El corte individuante que se opera sobre una fisionomía impropia, que no acaba de cuajar o de espesarse en la perfecta correspondencia de sí consigo, que se encuentra en todo momento dispuesta a trasladarse hacia otro lugar, se concentra en el grito de Nick que impele Mabel a que se olvide de los demás y sea ella misma. Pero sólo para, a continuación, revelar cómo la subjetividad ha de quedar fijada a cierta verdad, a su propia verdad. Al primer movimiento de reposición de un centro de gravedad estable y propio le sigue inmediatamente la orden depurada de todo contenido y reducida a su esencia estrictamente formal: "Dame un bu-bu", impele Nick a Mable. Y luego: "Otro bu-bu". Para terminar gritanto: "Hazlo mejor. No. Un bu-bu de verdad". Tras el imperativo del "Debes ser tú misma. Sé tu misma. Habla normal, etc.", respira el ejercicio de un poder desnudo y vaciado de sentido que alcanza lo absurdo, modalidad Ubu rey, lo grotesco, y que se despliega no solo como obligación sino como influencia, como organización sutil de las actitudes, del aura que brota de entre los gestos mínimos, en las microexpresiones de los rostros que dan lugar a las muecas. Nick es tanto más peligroso cuanto que es capaz de percibir --o delirar, poco importa-- lo que "está en el aire". La intervención despótica procede a ese nivel. Al de los pequeños estribillos que flotan en torno al cuerpo, que lo envuelven y lo hacen girar según melodías extrañas. Y a ese nivel parece que sólo son capaces de intervenir los niños. La relación entre Mabel y los niños brilla como la única combinación virtuosa, círculo de afectividad intensa y último foco de resistencia.
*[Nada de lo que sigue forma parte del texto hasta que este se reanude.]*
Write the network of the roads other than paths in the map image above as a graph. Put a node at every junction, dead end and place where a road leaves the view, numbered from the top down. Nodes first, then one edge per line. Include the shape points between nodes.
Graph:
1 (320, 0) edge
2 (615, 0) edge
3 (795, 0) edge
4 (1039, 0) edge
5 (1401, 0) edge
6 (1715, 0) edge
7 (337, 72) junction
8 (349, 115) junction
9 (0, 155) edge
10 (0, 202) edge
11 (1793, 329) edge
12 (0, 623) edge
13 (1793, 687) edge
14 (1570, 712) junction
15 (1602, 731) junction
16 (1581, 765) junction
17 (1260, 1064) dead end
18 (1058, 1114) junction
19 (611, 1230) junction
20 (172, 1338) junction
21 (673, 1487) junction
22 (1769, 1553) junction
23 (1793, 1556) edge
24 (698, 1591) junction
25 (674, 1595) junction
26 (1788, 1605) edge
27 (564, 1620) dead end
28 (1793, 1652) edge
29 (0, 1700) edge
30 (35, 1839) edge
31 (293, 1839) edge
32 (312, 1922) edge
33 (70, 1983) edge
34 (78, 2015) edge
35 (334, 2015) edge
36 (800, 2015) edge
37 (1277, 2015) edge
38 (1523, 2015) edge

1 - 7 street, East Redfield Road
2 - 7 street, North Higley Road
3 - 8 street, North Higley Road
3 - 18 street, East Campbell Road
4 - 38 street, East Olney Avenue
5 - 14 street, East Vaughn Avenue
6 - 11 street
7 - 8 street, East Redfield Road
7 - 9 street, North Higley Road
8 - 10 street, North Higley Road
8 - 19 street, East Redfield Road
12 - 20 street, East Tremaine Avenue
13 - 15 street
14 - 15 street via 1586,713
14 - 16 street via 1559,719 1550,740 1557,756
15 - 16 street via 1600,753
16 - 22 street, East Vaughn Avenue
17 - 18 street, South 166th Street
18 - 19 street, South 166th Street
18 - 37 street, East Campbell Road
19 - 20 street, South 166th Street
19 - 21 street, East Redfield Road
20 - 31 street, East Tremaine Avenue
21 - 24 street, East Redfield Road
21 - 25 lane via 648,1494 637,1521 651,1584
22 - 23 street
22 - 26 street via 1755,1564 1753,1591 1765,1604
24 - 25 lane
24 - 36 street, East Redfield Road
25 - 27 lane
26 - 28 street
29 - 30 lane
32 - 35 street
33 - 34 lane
El padre-marido habrá entonces de mostrar el límite de la estrategia de influencia. La influencia es tierna, amorosa incluso, pero siempre y cuando estas vías resulten efectivas. Frente a ciertas cotas de resistencia Ubu abandona su rostro amable para emitir la amenaza de muerte ante la cual, finalmente, Mabel se pliega y su música se silencia: "Te mataré. Mataré a esos niños hijos de puta".
Cf. J. Cassavetes, A woman under the influence, EE.UU., 1974. 155 min.